Failure Recoveries
Recovering from a Link Failure / R2 Site Failure - Normal Establish
If the SRDF link between sites fails or the R2 site fails, the RDF pair state will be partitioned.Once the issue with the link/site has been resolved the RDF pair state will change to suspended.
In this case service remains running on the R1 devices and the R2 devices remain Write Disabled. In this case the SRDF device groups just need to be established to resume normal replication.
Before running a establish a clone copy of the R2's should be taken. This would allow recovery to a consistent point at the R2 site should there be a disaster at the R1 site while the establish is in progress.

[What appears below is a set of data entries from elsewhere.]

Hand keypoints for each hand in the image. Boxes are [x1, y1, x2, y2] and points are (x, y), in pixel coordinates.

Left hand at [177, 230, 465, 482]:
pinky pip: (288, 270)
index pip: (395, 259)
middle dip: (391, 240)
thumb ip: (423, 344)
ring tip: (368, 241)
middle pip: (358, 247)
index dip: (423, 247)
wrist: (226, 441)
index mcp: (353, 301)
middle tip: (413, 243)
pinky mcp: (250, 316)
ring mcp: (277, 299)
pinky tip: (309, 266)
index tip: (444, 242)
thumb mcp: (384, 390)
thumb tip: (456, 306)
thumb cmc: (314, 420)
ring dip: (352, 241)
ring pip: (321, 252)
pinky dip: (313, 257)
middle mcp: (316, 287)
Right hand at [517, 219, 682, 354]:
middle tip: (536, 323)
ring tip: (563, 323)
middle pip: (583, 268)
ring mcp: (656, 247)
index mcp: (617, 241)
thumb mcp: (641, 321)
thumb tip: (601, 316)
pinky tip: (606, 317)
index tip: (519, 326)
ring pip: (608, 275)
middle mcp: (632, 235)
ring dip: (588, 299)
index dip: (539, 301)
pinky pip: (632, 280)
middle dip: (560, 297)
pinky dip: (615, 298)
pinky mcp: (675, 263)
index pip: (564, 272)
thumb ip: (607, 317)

- Disable consistency on the group: symrdf -g srdf_APP01 disable
- If the link has been down for some time the establish should be initiated in adaptive copy mode. symrdf -g srdf_APP01 set mode acp_disk
- Once in the appropriate mode run the establish. This will sync the R2's with the R1's: symrdf -g srdf_APP01 establish
- Run a query to verify the disks are synchronised: symrdf -g srdf_APP01 query
- Once the number of invalid tracks approaches 0 set the mode back to async and enable consistency on the group:
symrdf -g srdf_APPR01 set mode async
symrdf -g srdf_APP01 enable
Recovering from a R1 site failure
This procedure will reverse the direction of replication so proceed with caution!
This procedure assumes that the R1 site has failed and VCS has brought service up on the R2 devices. In this case the RDF pair state will be partitioned and the R2 devices would have been forced into a RW state to allow service to start at the R2 site. Once the problems at the R1 site have been resolved the RDF pair state will be split and both R1s and R2s will be in a RW state.

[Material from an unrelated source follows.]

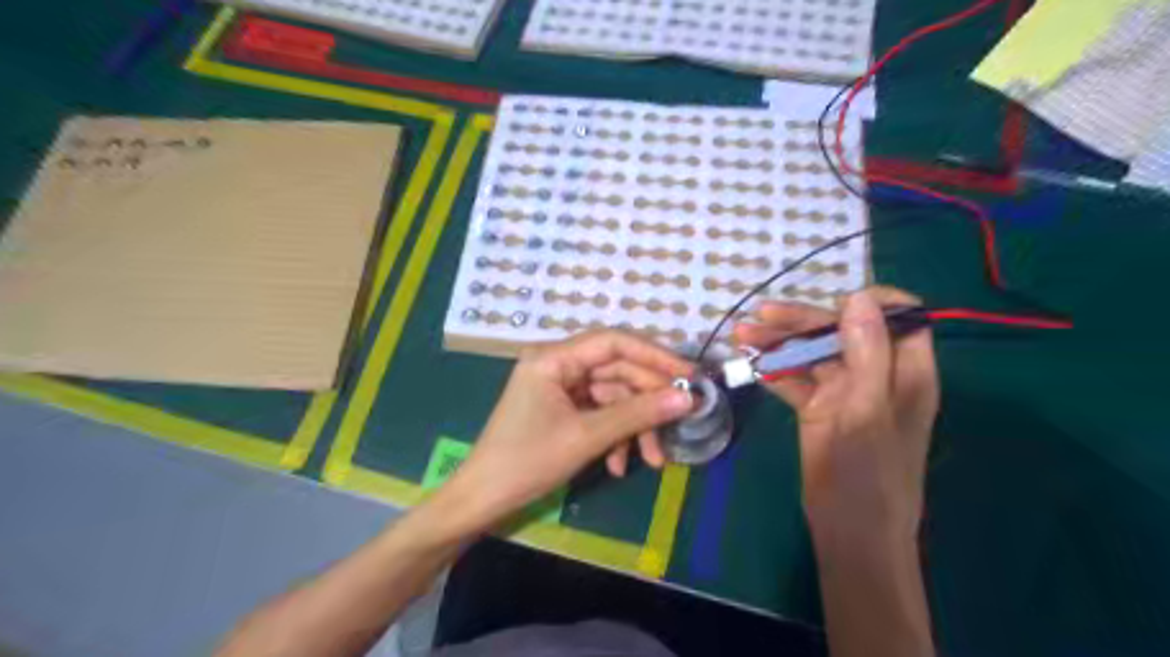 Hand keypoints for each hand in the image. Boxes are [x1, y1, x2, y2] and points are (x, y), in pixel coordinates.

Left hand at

This procedure will swap the personality of the R1 and R2 devices. The R2's that are being used to provide serivce will become R1s andthe old R1 devices will become R2s.
Before running an establish a clone copy should be taken. This will allow recovery to consistent point at the respective site should there be an issue while the establish is in progress.
Once this procedure is complete, Unix Admins can use VCS to manually failover service so that the original mode of operation is restored.
- Run a query on the device group: symrdf -g srdf_APP01 query
- Once the links are brought back up it should show that the state is split because both R1s and R2s are RW enabled.
- Verify with UNIX admins that the services are running on the R2 site
- Write disable the R1's. This will change the state to 'Failed Over': symrdf -g srdf_APP01write_disable r1 -force
- Issue the swap command so that the R1s and R2s are reversed. This command will also throw away the old deltasets on the R1 side because all the updates have been made on the R2 side. You will need to disable consistency on the group first:
symrdf -g srdf_APP01 disable
symrdf -g srdf_APP01 swap -refresh -r1 { Causes R1 to refresh from the remote mirror}
- If the link has been down for some time then change to adaptive copy mode before initiating an establish:
symrdf -g srdf_APP01 set mode acp_disk
symrdf -g srdf_APP01 establish
- Once the disks approach full sync then change mode back to async mode and enable consitency on the device group:
symrdf -g srdf_APP01 set mode async
symrdf -g srdf_APP01 enable
- Everything is now in a position for the cluster to be shutdown and brought up at the original primary site if required.